Summary: If, in the past, museums helped create national citizens, in today's global world, do they create global citizens too? Where do they fall in the battle between multilingual globalism and parochial nationalism? Why do particular cities create internationally focused institutions, while others create museums that look barely beyond their doors?

In this Astor Lecture, Professor Peggy Levitt will discuss the themes of her book The Bog and the Beast, to tell the story of how cutting-edge museums are making sense of immigration and globalisation. Her account is based on first-hand conversations with museum directors, curators, and policymakers; their descriptions of current and future exhibits; and the inside stories that she has collected about the famous paintings, eccentric benefactors, and iconic objects that define their institutions. Will museums walk the line between the global and the national, and will they ultimately fuel nationalist fires or help create a brave new global world?

Venue: Headley Lecture Theatre, Ashmolean Museum


About the speaker

Peggy Levitt is a Professor of Sociology at Wellesley College and the co-Director of the Transnational Studies Initiative at Harvard University. In 2014, She received an Honorary Doctoral Degree from Maastricht University. She was a Senior Visiting Scholar at the Universities of Deusto (Bilbao), Latvia, and Valencia in 2013, the Visiting International Fellow at the Vrije University in Amsterdam from 2010-2012 and the Willie Brandt Guest Professor at the University of Malmö in 2009.

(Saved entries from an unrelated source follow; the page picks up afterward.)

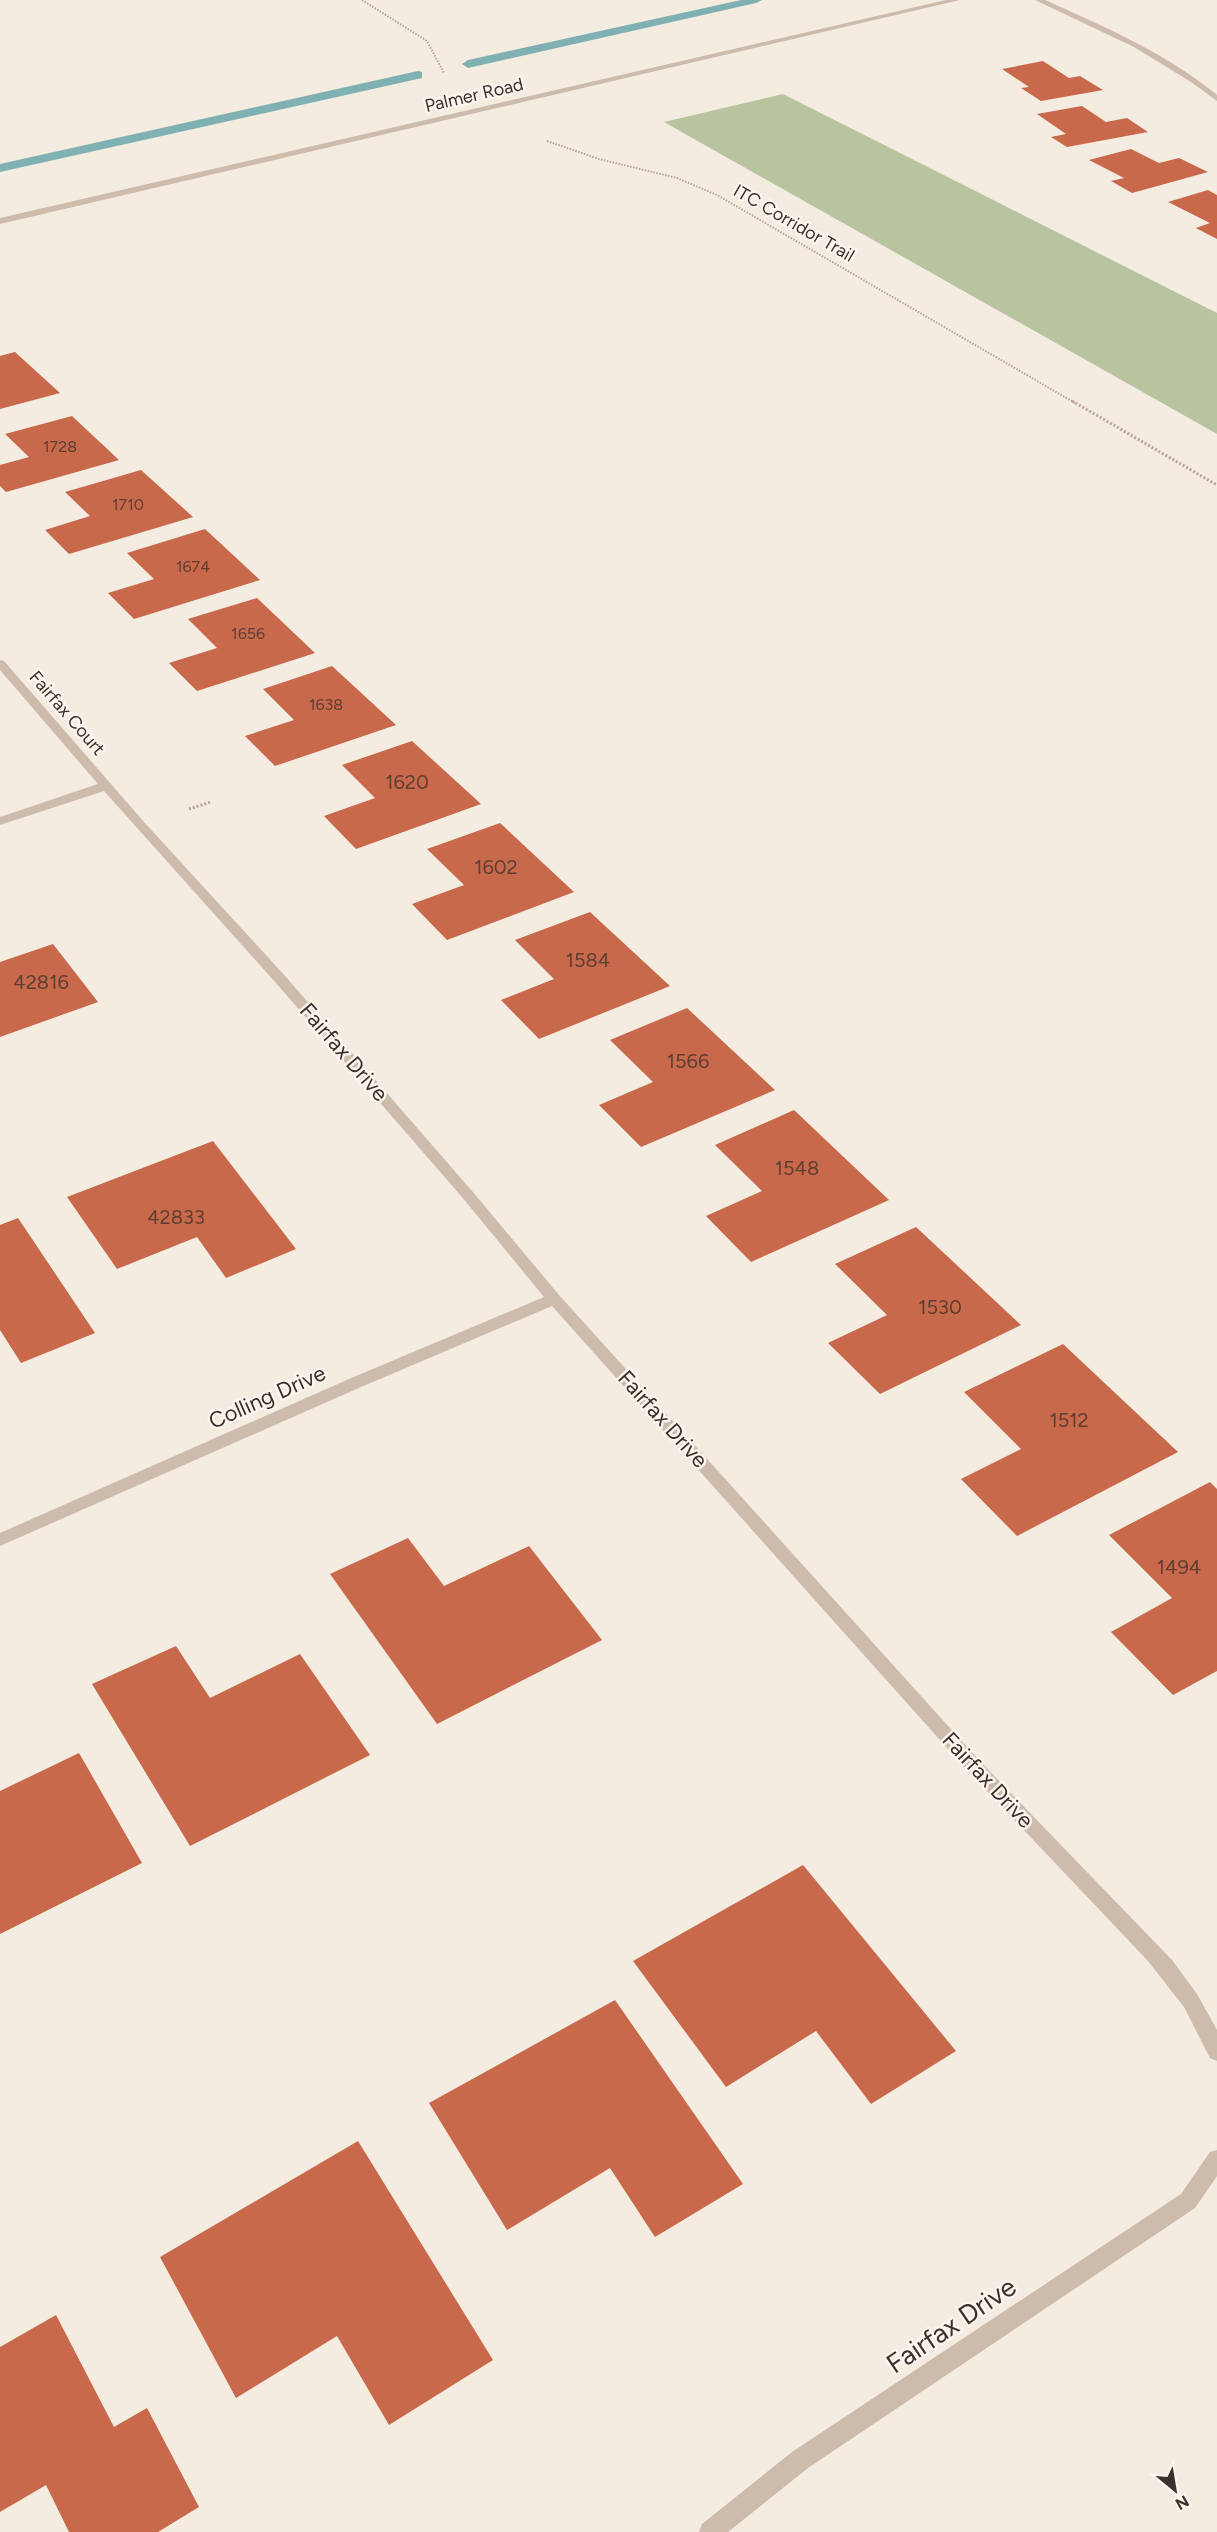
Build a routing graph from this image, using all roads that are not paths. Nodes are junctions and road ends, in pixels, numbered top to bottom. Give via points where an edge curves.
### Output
1 (956, 0) edge
2 (1039, 0) edge
3 (1217, 99) edge
4 (0, 221) edge
5 (0, 663) edge
6 (106, 786) junction
7 (0, 821) edge
8 (554, 1299) junction
9 (0, 1540) edge
10 (1217, 2052) edge
11 (1217, 2159) edge
12 (710, 2532) edge

1 - 4 street, Palmer Road
2 - 3 street via 1137,45
5 - 6 street, Fairfax Court
6 - 7 street
6 - 8 street, Fairfax Drive via 281,980
8 - 9 street, Colling Drive
8 - 10 street, Fairfax Drive via 971,1763 1179,1982 1206,2023
11 - 12 street, Fairfax Drive via 1188,2201 800,2460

Her books include Religion on the Edge (Oxford University Press, 2012), God Needs No Passport: Immigrants and the Changing American Religious Landscape (New Press 2007), The Transnational Studies Reader (Routledge 2007), The Changing Face of Home: The Transnational Lives of the Second Generation (Russell Sage 2002), and The Transnational Villagers (UC Press, 2001).

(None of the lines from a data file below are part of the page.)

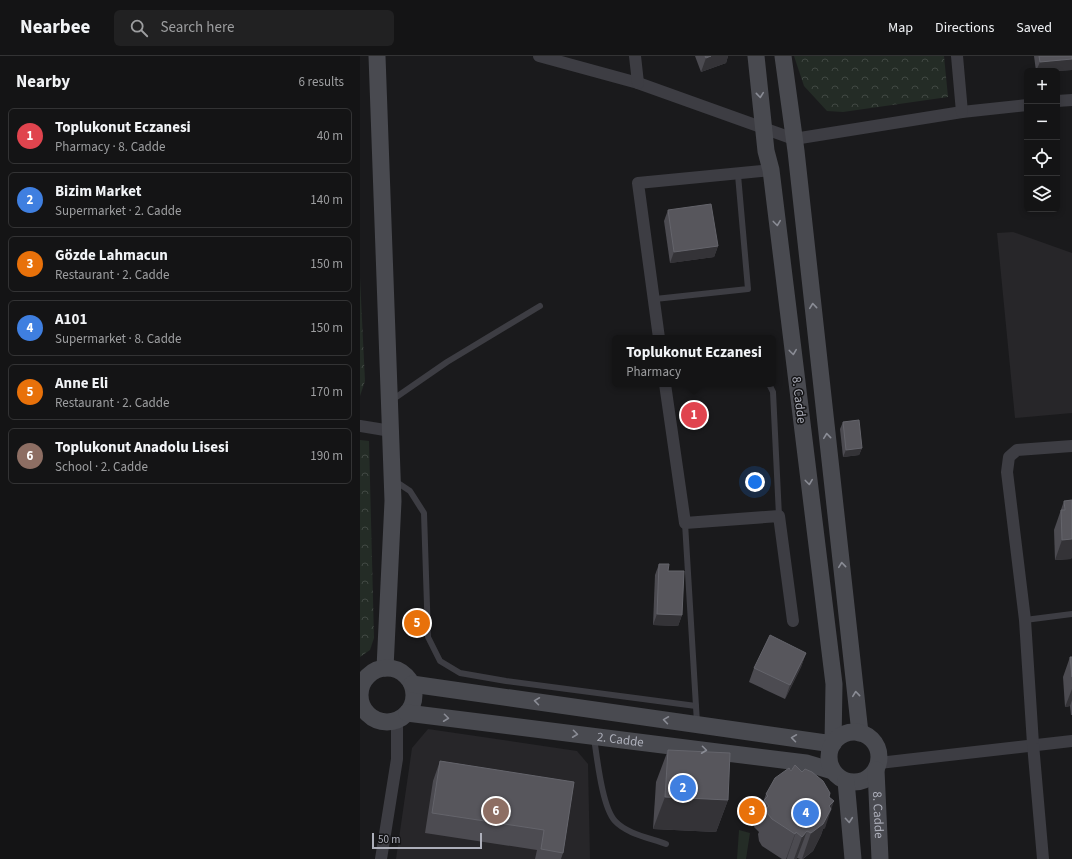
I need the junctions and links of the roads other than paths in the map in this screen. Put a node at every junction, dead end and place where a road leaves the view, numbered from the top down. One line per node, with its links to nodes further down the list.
1 (377, 56): 21 (street)
2 (539, 56): 7 (street)
3 (635, 56): 7 (street)
4 (756, 56): 12 (street, 8. Cadde, one-way to 12)
5 (783, 56): 13 (street, 8. Cadde)
6 (957, 56): 11 (street)
7 (638, 83): 12 (street)
8 (1072, 100): 9 (street)
9 (1060, 101)
10 (1024, 105): 11 (street)
11 (962, 112): 13 (street)
12 (763, 127): 13 (street); 14 (street, 8. Cadde)
13 (794, 139): 38 (street, 8. Cadde, one-way to 13)
14 (771, 170): 15 (street); 41 (street, 8. Cadde, one-way to 41)
15 (738, 175): 16 (lane); 16 (street)
16 (655, 299): 18 (street)
17 (540, 306): 21 (lane)
18 (660, 335)
19 (665, 387): 27 (street)
20 (770, 387): 26 (lane)
21 (390, 402): 23 (street)
22 (360, 426): 23 (street)
23 (391, 431): 25 (street)
24 (1072, 446): 29 (street)
25 (392, 480): 31 (street); 35 (lane)
26 (779, 516): 27 (street); 30 (street)
27 (685, 523): 35 (lane)
28 (1072, 614): 29 (lane)
29 (1025, 620): 42 (street)
30 (793, 621)
31 (385, 668): 32 (street); 33 (street)
32 (363, 679): 34 (street)
33 (412, 684): 36 (street); 37 (street, 2. Cadde, one-way to 33)
34 (361, 703): 36 (street)
35 (696, 706): 37 (lane)
36 (402, 716): 39 (street, 2. Cadde, one-way to 39); 46 (street)
37 (697, 724): 41 (street, 2. Cadde, one-way to 37)
38 (860, 733): 41 (street); 43 (street)
39 (594, 736): 44 (street, 2. Cadde, one-way to 44); 45 (lane)
40 (1072, 741): 42 (street)
41 (833, 744): 44 (street)
42 (1033, 744): 43 (street); 49 (street)
43 (877, 767): 44 (street); 48 (street, 8. Cadde)
44 (839, 776): 47 (street, one-way to 47)
45 (666, 844)
46 (381, 859)
47 (853, 859)
48 (880, 859)
49 (1043, 859)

She has also edited special volumes of Racial and Ethnic Studies, International Migration Review, Global Networks, Mobilities, and the Journal of Ethnic and Migration Studies. A film based on her work, Art Across Borders, came out in 2009. Her current book project, The Bog and the Beast: Museums, the Nation, and the Globe, explores how museums around the world are responding to immigration and globalisation.